[Data records]
--- START ---

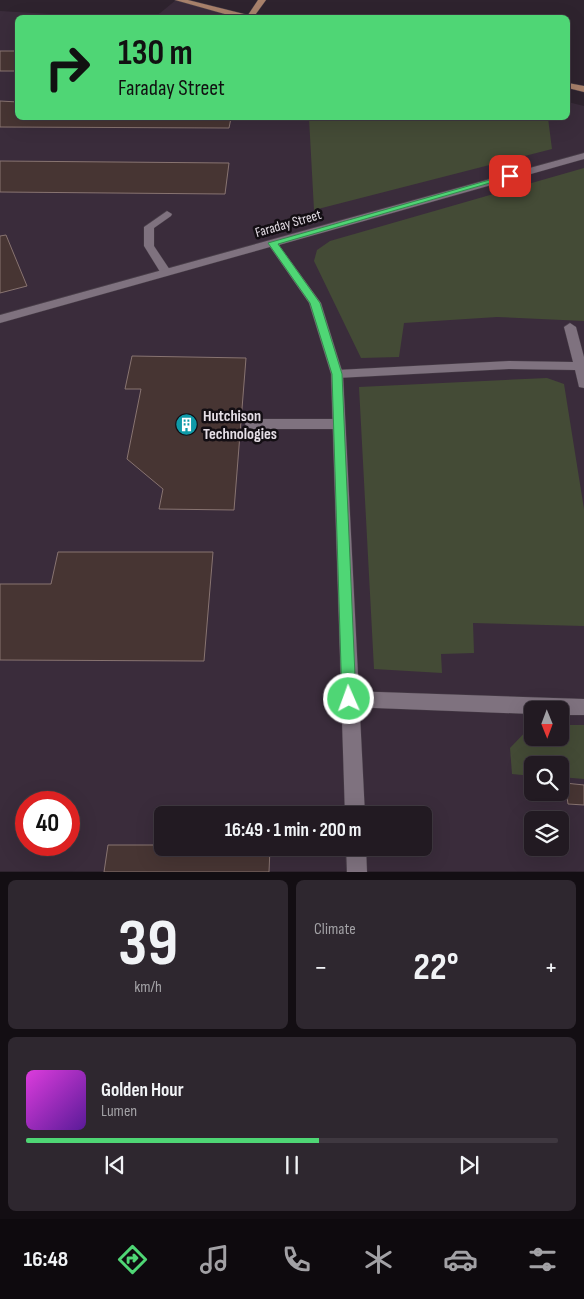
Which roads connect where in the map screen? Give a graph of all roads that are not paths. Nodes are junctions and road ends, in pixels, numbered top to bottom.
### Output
1 (179, 0) edge
2 (262, 0) edge
3 (242, 15) edge
4 (251, 15) edge
5 (570, 86) edge
6 (584, 90) edge
7 (584, 156) edge
8 (167, 214) dead end
9 (272, 243) junction
10 (166, 273) junction
11 (0, 319) edge
12 (570, 327) dead end
13 (580, 366) junction
14 (337, 374) junction
15 (584, 384) edge
16 (252, 424) dead end
17 (338, 424) junction
18 (349, 699) junction
19 (584, 707) edge
20 (354, 806) edge
21 (356, 856) edge
22 (357, 872) edge

1 - 3 main road
2 - 4 main road
5 - 6 main road
7 - 9 street, Faraday Street
8 - 10 street
9 - 10 street, Faraday Street
9 - 14 street
10 - 11 street, Faraday Street
12 - 13 street
13 - 14 lane
13 - 15 lane
14 - 17 street
16 - 17 street
17 - 18 street
18 - 19 street
18 - 20 street
21 - 22 street

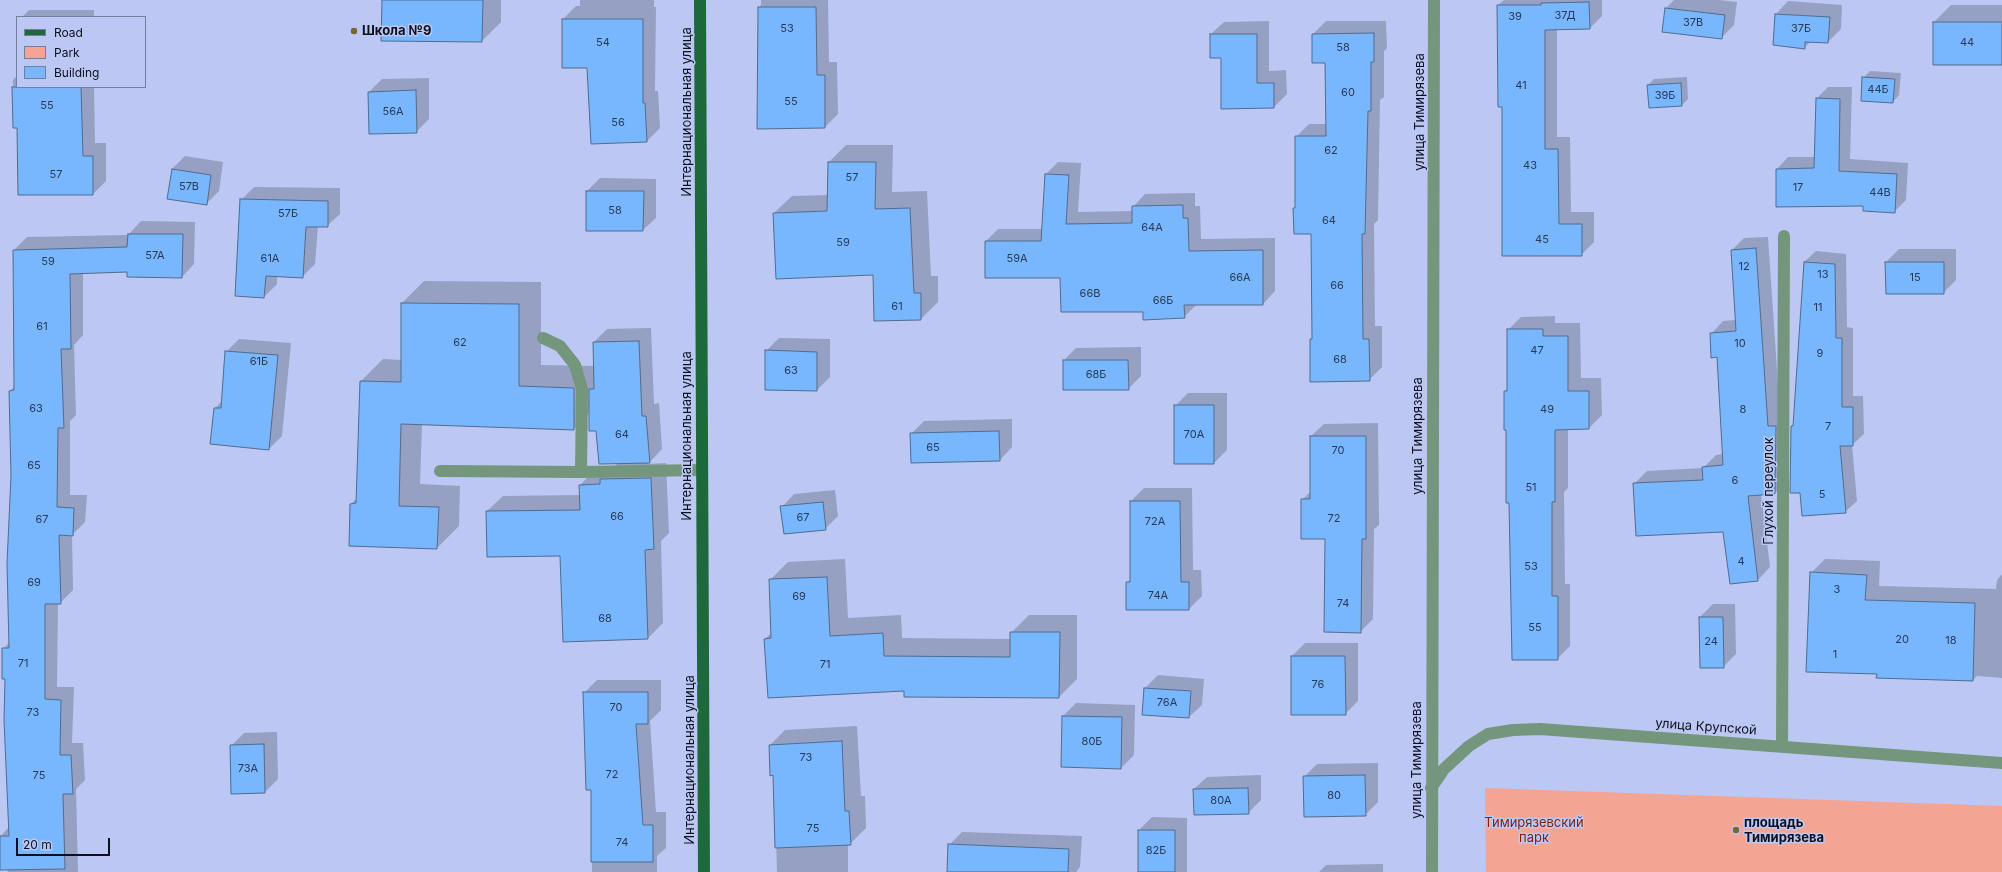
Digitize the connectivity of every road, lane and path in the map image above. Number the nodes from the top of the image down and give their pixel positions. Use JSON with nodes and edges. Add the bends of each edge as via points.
{"nodes":[{"id":1,"x":700,"y":0,"type":"edge"},
{"id":2,"x":1434,"y":0,"type":"edge"},
{"id":3,"x":1784,"y":236,"type":"dead end"},
{"id":4,"x":543,"y":338,"type":"dead end"},
{"id":5,"x":701,"y":470,"type":"junction"},
{"id":6,"x":440,"y":471,"type":"dead end"},
{"id":7,"x":581,"y":472,"type":"junction"},
{"id":8,"x":1782,"y":747,"type":"junction"},
{"id":9,"x":2002,"y":762,"type":"edge"},
{"id":10,"x":1431,"y":788,"type":"junction"},
{"id":11,"x":704,"y":872,"type":"edge"},
{"id":12,"x":1432,"y":872,"type":"edge"}],
"edges":[{"from":1,"to":5,"type":"main road","name":"Интернациональная улица"},
{"from":2,"to":10,"type":"street","name":"улица Тимирязева"},
{"from":3,"to":8,"type":"street","name":"Глухой переулок"},
{"from":4,"to":7,"type":"street","via":[[560,346],[575,365],[582,389]]},
{"from":5,"to":7,"type":"street"},
{"from":5,"to":11,"type":"main road","name":"Интернациональная улица"},
{"from":6,"to":7,"type":"street"},
{"from":8,"to":9,"type":"street","name":"улица Крупской"},
{"from":8,"to":10,"type":"street","name":"улица Крупской","via":[[1513,730],[1488,734],[1469,746],[1444,769]]},
{"from":10,"to":12,"type":"street","name":"улица Тимирязева"}]}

--- END ---

• What is being asked: Repeat the records exactly, without the pictures.

• Answer box:
Which roads connect where in the map screen? Give a graph of all roads that are not paths. Nodes are junctions and road ends, in pixels, numbered top to bottom.
### Output
1 (179, 0) edge
2 (262, 0) edge
3 (242, 15) edge
4 (251, 15) edge
5 (570, 86) edge
6 (584, 90) edge
7 (584, 156) edge
8 (167, 214) dead end
9 (272, 243) junction
10 (166, 273) junction
11 (0, 319) edge
12 (570, 327) dead end
13 (580, 366) junction
14 (337, 374) junction
15 (584, 384) edge
16 (252, 424) dead end
17 (338, 424) junction
18 (349, 699) junction
19 (584, 707) edge
20 (354, 806) edge
21 (356, 856) edge
22 (357, 872) edge

1 - 3 main road
2 - 4 main road
5 - 6 main road
7 - 9 street, Faraday Street
8 - 10 street
9 - 10 street, Faraday Street
9 - 14 street
10 - 11 street, Faraday Street
12 - 13 street
13 - 14 lane
13 - 15 lane
14 - 17 street
16 - 17 street
17 - 18 street
18 - 19 street
18 - 20 street
21 - 22 street

Digitize the connectivity of every road, lane and path in the map image above. Number the nodes from the top of the image down and give their pixel positions. Use JSON with nodes and edges. Add the bends of each edge as via points.
{"nodes":[{"id":1,"x":700,"y":0,"type":"edge"},
{"id":2,"x":1434,"y":0,"type":"edge"},
{"id":3,"x":1784,"y":236,"type":"dead end"},
{"id":4,"x":543,"y":338,"type":"dead end"},
{"id":5,"x":701,"y":470,"type":"junction"},
{"id":6,"x":440,"y":471,"type":"dead end"},
{"id":7,"x":581,"y":472,"type":"junction"},
{"id":8,"x":1782,"y":747,"type":"junction"},
{"id":9,"x":2002,"y":762,"type":"edge"},
{"id":10,"x":1431,"y":788,"type":"junction"},
{"id":11,"x":704,"y":872,"type":"edge"},
{"id":12,"x":1432,"y":872,"type":"edge"}],
"edges":[{"from":1,"to":5,"type":"main road","name":"Интернациональная улица"},
{"from":2,"to":10,"type":"street","name":"улица Тимирязева"},
{"from":3,"to":8,"type":"street","name":"Глухой переулок"},
{"from":4,"to":7,"type":"street","via":[[560,346],[575,365],[582,389]]},
{"from":5,"to":7,"type":"street"},
{"from":5,"to":11,"type":"main road","name":"Интернациональная улица"},
{"from":6,"to":7,"type":"street"},
{"from":8,"to":9,"type":"street","name":"улица Крупской"},
{"from":8,"to":10,"type":"street","name":"улица Крупской","via":[[1513,730],[1488,734],[1469,746],[1444,769]]},
{"from":10,"to":12,"type":"street","name":"улица Тимирязева"}]}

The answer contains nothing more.